All of the entries need to be repeated exactly. Leave nothing out.

Provided records:

========================================================================

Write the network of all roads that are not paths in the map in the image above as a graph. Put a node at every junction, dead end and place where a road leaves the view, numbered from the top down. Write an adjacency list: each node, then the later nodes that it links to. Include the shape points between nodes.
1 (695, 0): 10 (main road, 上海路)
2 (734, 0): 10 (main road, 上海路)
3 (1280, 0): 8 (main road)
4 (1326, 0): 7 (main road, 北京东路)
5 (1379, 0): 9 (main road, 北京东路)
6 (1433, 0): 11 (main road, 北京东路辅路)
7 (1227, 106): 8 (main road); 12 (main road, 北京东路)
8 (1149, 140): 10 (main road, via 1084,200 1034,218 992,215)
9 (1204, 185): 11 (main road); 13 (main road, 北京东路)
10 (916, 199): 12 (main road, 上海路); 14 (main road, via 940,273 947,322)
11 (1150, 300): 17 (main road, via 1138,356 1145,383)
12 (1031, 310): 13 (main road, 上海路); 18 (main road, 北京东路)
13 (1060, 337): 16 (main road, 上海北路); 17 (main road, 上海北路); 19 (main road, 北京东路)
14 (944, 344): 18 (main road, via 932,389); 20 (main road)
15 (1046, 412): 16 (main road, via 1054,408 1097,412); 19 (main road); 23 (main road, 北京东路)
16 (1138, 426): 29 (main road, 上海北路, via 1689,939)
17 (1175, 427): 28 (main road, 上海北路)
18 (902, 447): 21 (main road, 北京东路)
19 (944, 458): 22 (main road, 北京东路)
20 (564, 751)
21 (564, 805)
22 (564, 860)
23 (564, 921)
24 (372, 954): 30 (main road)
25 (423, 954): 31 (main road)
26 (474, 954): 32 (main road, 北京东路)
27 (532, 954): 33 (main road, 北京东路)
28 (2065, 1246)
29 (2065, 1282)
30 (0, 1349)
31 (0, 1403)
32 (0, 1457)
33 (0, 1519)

========================================================================

Solution for this task:
Write the network of all roads that are not paths in the map in the image above as a graph. Put a node at every junction, dead end and place where a road leaves the view, numbered from the top down. Write an adjacency list: each node, then the later nodes that it links to. Include the shape points between nodes.
1 (695, 0): 10 (main road, 上海路)
2 (734, 0): 10 (main road, 上海路)
3 (1280, 0): 8 (main road)
4 (1326, 0): 7 (main road, 北京东路)
5 (1379, 0): 9 (main road, 北京东路)
6 (1433, 0): 11 (main road, 北京东路辅路)
7 (1227, 106): 8 (main road); 12 (main road, 北京东路)
8 (1149, 140): 10 (main road, via 1084,200 1034,218 992,215)
9 (1204, 185): 11 (main road); 13 (main road, 北京东路)
10 (916, 199): 12 (main road, 上海路); 14 (main road, via 940,273 947,322)
11 (1150, 300): 17 (main road, via 1138,356 1145,383)
12 (1031, 310): 13 (main road, 上海路); 18 (main road, 北京东路)
13 (1060, 337): 16 (main road, 上海北路); 17 (main road, 上海北路); 19 (main road, 北京东路)
14 (944, 344): 18 (main road, via 932,389); 20 (main road)
15 (1046, 412): 16 (main road, via 1054,408 1097,412); 19 (main road); 23 (main road, 北京东路)
16 (1138, 426): 29 (main road, 上海北路, via 1689,939)
17 (1175, 427): 28 (main road, 上海北路)
18 (902, 447): 21 (main road, 北京东路)
19 (944, 458): 22 (main road, 北京东路)
20 (564, 751)
21 (564, 805)
22 (564, 860)
23 (564, 921)
24 (372, 954): 30 (main road)
25 (423, 954): 31 (main road)
26 (474, 954): 32 (main road, 北京东路)
27 (532, 954): 33 (main road, 北京东路)
28 (2065, 1246)
29 (2065, 1282)
30 (0, 1349)
31 (0, 1403)
32 (0, 1457)
33 (0, 1519)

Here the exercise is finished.